(Beginning of DATA FOR THIS TASK)

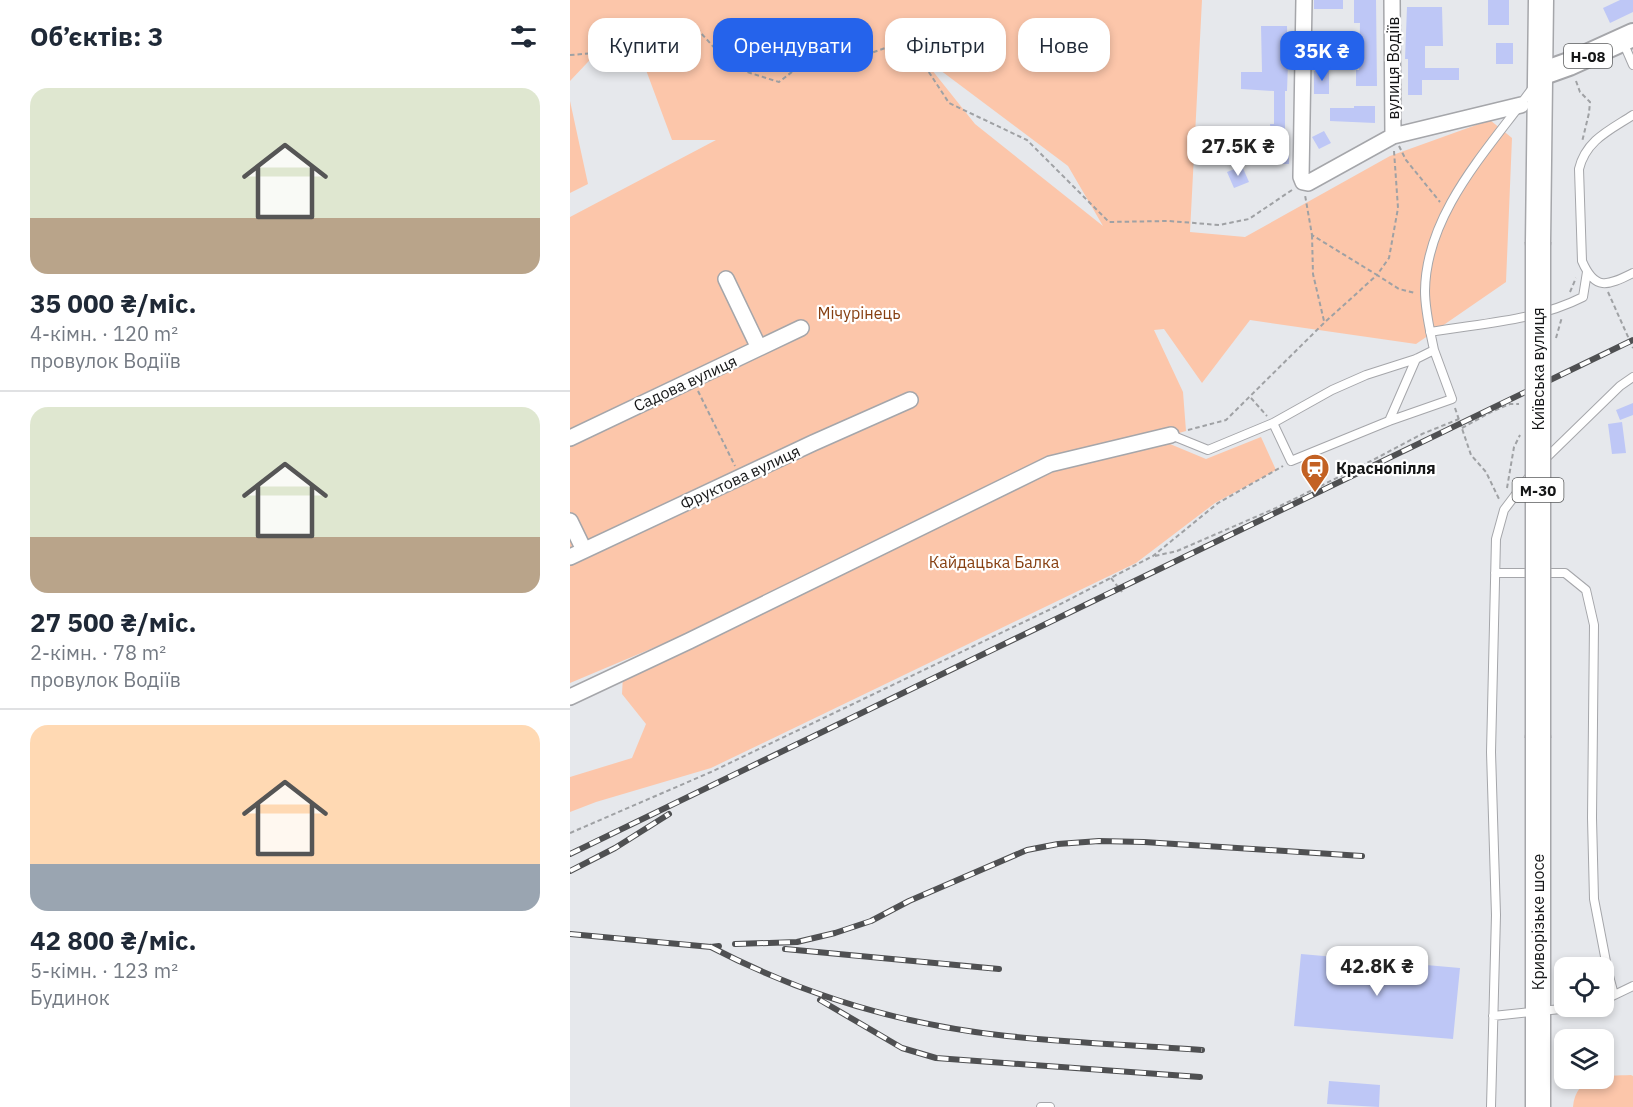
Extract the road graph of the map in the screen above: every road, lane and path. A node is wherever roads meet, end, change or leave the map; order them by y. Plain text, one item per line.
1 (1304, 0) edge
2 (1392, 0) edge
3 (1541, 0) edge
4 (1628, 38) edge
5 (570, 55) edge
6 (1569, 64) junction
7 (1633, 65) edge
8 (1541, 74) junction
9 (1521, 105) junction
10 (1633, 115) edge
11 (1393, 136) junction
12 (1582, 156) junction
13 (1303, 182) junction
14 (1447, 211) junction
15 (1312, 235) junction
16 (1587, 272) junction
17 (1633, 273) edge
18 (1377, 275) junction
19 (726, 279) dead end
20 (1605, 284) junction
21 (1426, 295) junction
22 (1325, 322) junction
23 (801, 328) dead end
24 (1430, 332) junction
25 (759, 348) junction
26 (1633, 348) edge
27 (1434, 350) junction
28 (1416, 359) junction
29 (1633, 377) edge
30 (692, 380) junction
31 (1251, 398) junction
32 (1452, 399) junction
33 (910, 400) dead end
34 (1524, 402) dead end
35 (1458, 419) junction
36 (1389, 421) junction
37 (1273, 423) junction
38 (1462, 428) junction
39 (1170, 435) junction
40 (570, 438) edge
41 (1291, 461) junction
42 (740, 477) junction
43 (1504, 510) junction
44 (570, 521) edge
45 (577, 554) edge
46 (1153, 556) junction
47 (1495, 573) junction
48 (1111, 578) junction
49 (1122, 592) dead end
50 (570, 697) edge
51 (1538, 738) joint
52 (570, 833) edge
53 (1605, 957) edge
54 (1633, 986) edge
55 (1614, 995) edge
56 (1554, 1011) edge
57 (1538, 1013) junction
58 (1493, 1016) junction
59 (1041, 1107) edge
60 (1050, 1107) edge
61 (1491, 1107) edge
62 (1538, 1107) edge

1 - 13 street
2 - 11 street, вулиця Водіїв
3 - 8 highway, Київська вулиця / М-30
4 - 6 main road, Н-08
4 - 7 lane
5 - 13 path
6 - 8 main road, Н-08
6 - 12 path
8 - 9 lane
8 - 51 highway, Київська вулиця / М-30, bridge
9 - 11 street
9 - 14 lane
10 - 12 lane
11 - 13 street
11 - 14 path
11 - 18 path
12 - 16 lane
13 - 15 path
14 - 21 lane
15 - 18 path
15 - 22 path
16 - 20 lane
16 - 24 lane
17 - 20 lane
18 - 21 path
18 - 22 path
19 - 25 street
20 - 26 path
21 - 24 lane
22 - 31 path
23 - 25 street, Садова вулиця
24 - 27 lane
25 - 30 street, Садова вулиця
27 - 28 lane
27 - 32 lane
28 - 36 lane
28 - 37 lane
29 - 43 lane
30 - 40 street, Садова вулиця
30 - 42 path
31 - 37 path
31 - 39 path
32 - 35 path
32 - 36 lane
33 - 42 street, Фруктова вулиця
34 - 38 path
35 - 38 path
35 - 46 path
36 - 41 lane
37 - 39 lane
37 - 41 lane
38 - 43 path
39 - 50 street
41 - 46 path
42 - 45 street, Фруктова вулиця
43 - 47 lane
44 - 45 street
46 - 48 path
47 - 53 lane
47 - 58 lane
48 - 49 path
48 - 52 path
51 - 57 highway, Криворізьке шосе / М-30
54 - 55 lane
56 - 57 lane
57 - 58 lane
57 - 62 highway, Криворізьке шосе / М-30
58 - 61 lane
59 - 60 lane

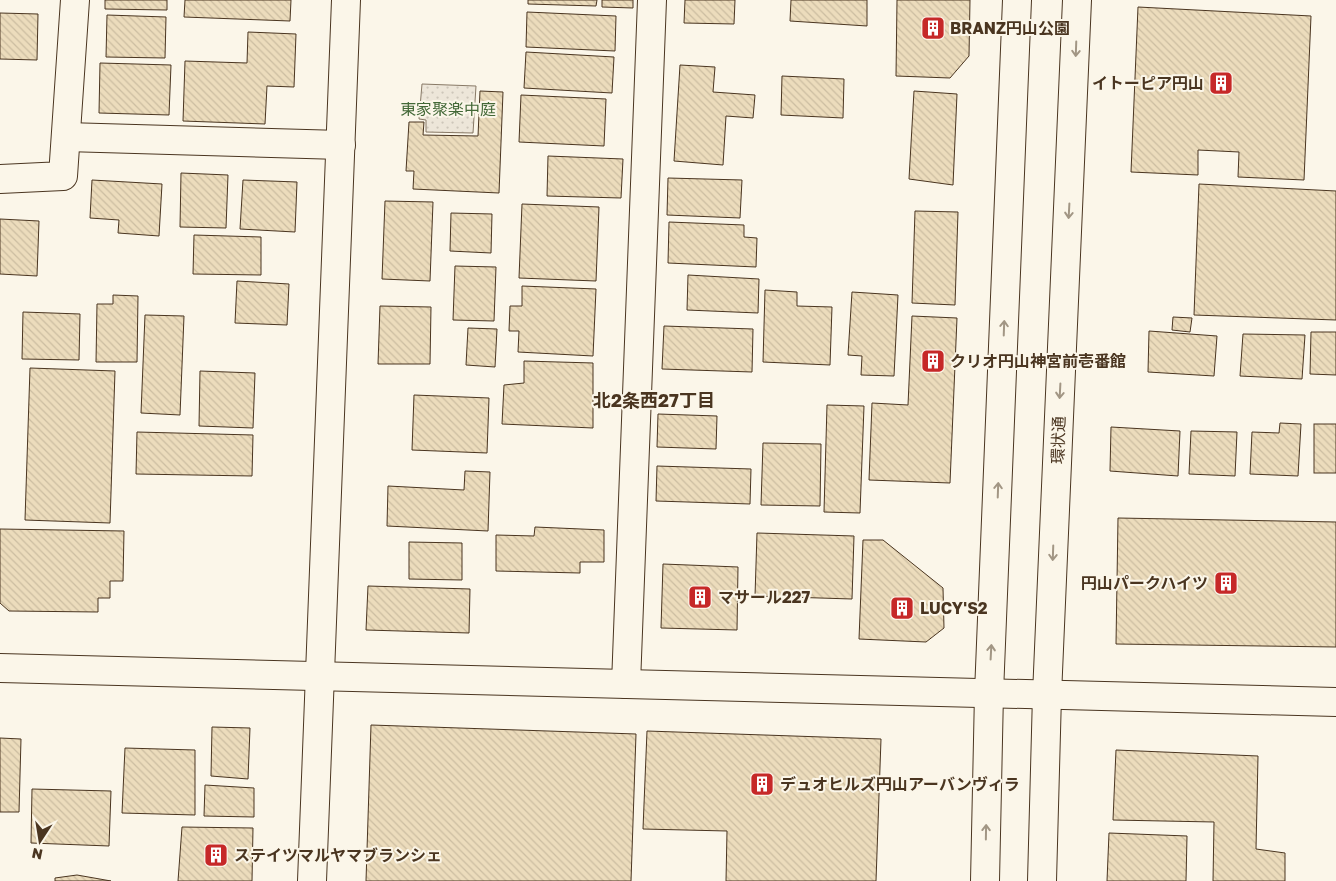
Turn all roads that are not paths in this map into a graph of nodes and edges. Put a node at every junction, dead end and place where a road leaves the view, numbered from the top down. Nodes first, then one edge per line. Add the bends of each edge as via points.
1 (75, 0) edge
2 (346, 0) edge
3 (652, 0) edge
4 (1017, 0) edge
5 (1078, 0) edge
6 (66, 137) junction
7 (340, 145) junction
8 (0, 179) edge
9 (0, 668) edge
10 (320, 676) junction
11 (626, 684) junction
12 (989, 693) junction
13 (1047, 695) junction
14 (1336, 702) edge
15 (312, 881) edge
16 (985, 881) edge
17 (1042, 881) edge

1 - 6 street
2 - 7 street
3 - 11 street
12 -> 4 street
5 -> 13 street, 環状通
6 - 7 street
6 - 8 street via 63,176
7 - 10 street
9 - 10 street
10 - 11 street
10 - 15 street
11 - 12 street
12 - 13 street
16 -> 12 street
13 - 14 street
13 - 17 street, 環状通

(End of DATA FOR THIS TASK)

* WORK ORDER: Output all of the data above exactly; no pictures should appear.

* RESULT FOR THIS TASK:
Extract the road graph of the map in the screen above: every road, lane and path. A node is wherever roads meet, end, change or leave the map; order them by y. Plain text, one item per line.
1 (1304, 0) edge
2 (1392, 0) edge
3 (1541, 0) edge
4 (1628, 38) edge
5 (570, 55) edge
6 (1569, 64) junction
7 (1633, 65) edge
8 (1541, 74) junction
9 (1521, 105) junction
10 (1633, 115) edge
11 (1393, 136) junction
12 (1582, 156) junction
13 (1303, 182) junction
14 (1447, 211) junction
15 (1312, 235) junction
16 (1587, 272) junction
17 (1633, 273) edge
18 (1377, 275) junction
19 (726, 279) dead end
20 (1605, 284) junction
21 (1426, 295) junction
22 (1325, 322) junction
23 (801, 328) dead end
24 (1430, 332) junction
25 (759, 348) junction
26 (1633, 348) edge
27 (1434, 350) junction
28 (1416, 359) junction
29 (1633, 377) edge
30 (692, 380) junction
31 (1251, 398) junction
32 (1452, 399) junction
33 (910, 400) dead end
34 (1524, 402) dead end
35 (1458, 419) junction
36 (1389, 421) junction
37 (1273, 423) junction
38 (1462, 428) junction
39 (1170, 435) junction
40 (570, 438) edge
41 (1291, 461) junction
42 (740, 477) junction
43 (1504, 510) junction
44 (570, 521) edge
45 (577, 554) edge
46 (1153, 556) junction
47 (1495, 573) junction
48 (1111, 578) junction
49 (1122, 592) dead end
50 (570, 697) edge
51 (1538, 738) joint
52 (570, 833) edge
53 (1605, 957) edge
54 (1633, 986) edge
55 (1614, 995) edge
56 (1554, 1011) edge
57 (1538, 1013) junction
58 (1493, 1016) junction
59 (1041, 1107) edge
60 (1050, 1107) edge
61 (1491, 1107) edge
62 (1538, 1107) edge

1 - 13 street
2 - 11 street, вулиця Водіїв
3 - 8 highway, Київська вулиця / М-30
4 - 6 main road, Н-08
4 - 7 lane
5 - 13 path
6 - 8 main road, Н-08
6 - 12 path
8 - 9 lane
8 - 51 highway, Київська вулиця / М-30, bridge
9 - 11 street
9 - 14 lane
10 - 12 lane
11 - 13 street
11 - 14 path
11 - 18 path
12 - 16 lane
13 - 15 path
14 - 21 lane
15 - 18 path
15 - 22 path
16 - 20 lane
16 - 24 lane
17 - 20 lane
18 - 21 path
18 - 22 path
19 - 25 street
20 - 26 path
21 - 24 lane
22 - 31 path
23 - 25 street, Садова вулиця
24 - 27 lane
25 - 30 street, Садова вулиця
27 - 28 lane
27 - 32 lane
28 - 36 lane
28 - 37 lane
29 - 43 lane
30 - 40 street, Садова вулиця
30 - 42 path
31 - 37 path
31 - 39 path
32 - 35 path
32 - 36 lane
33 - 42 street, Фруктова вулиця
34 - 38 path
35 - 38 path
35 - 46 path
36 - 41 lane
37 - 39 lane
37 - 41 lane
38 - 43 path
39 - 50 street
41 - 46 path
42 - 45 street, Фруктова вулиця
43 - 47 lane
44 - 45 street
46 - 48 path
47 - 53 lane
47 - 58 lane
48 - 49 path
48 - 52 path
51 - 57 highway, Криворізьке шосе / М-30
54 - 55 lane
56 - 57 lane
57 - 58 lane
57 - 62 highway, Криворізьке шосе / М-30
58 - 61 lane
59 - 60 lane

Turn all roads that are not paths in this map into a graph of nodes and edges. Put a node at every junction, dead end and place where a road leaves the view, numbered from the top down. Nodes first, then one edge per line. Add the bends of each edge as via points.
1 (75, 0) edge
2 (346, 0) edge
3 (652, 0) edge
4 (1017, 0) edge
5 (1078, 0) edge
6 (66, 137) junction
7 (340, 145) junction
8 (0, 179) edge
9 (0, 668) edge
10 (320, 676) junction
11 (626, 684) junction
12 (989, 693) junction
13 (1047, 695) junction
14 (1336, 702) edge
15 (312, 881) edge
16 (985, 881) edge
17 (1042, 881) edge

1 - 6 street
2 - 7 street
3 - 11 street
12 -> 4 street
5 -> 13 street, 環状通
6 - 7 street
6 - 8 street via 63,176
7 - 10 street
9 - 10 street
10 - 11 street
10 - 15 street
11 - 12 street
12 - 13 street
16 -> 12 street
13 - 14 street
13 - 17 street, 環状通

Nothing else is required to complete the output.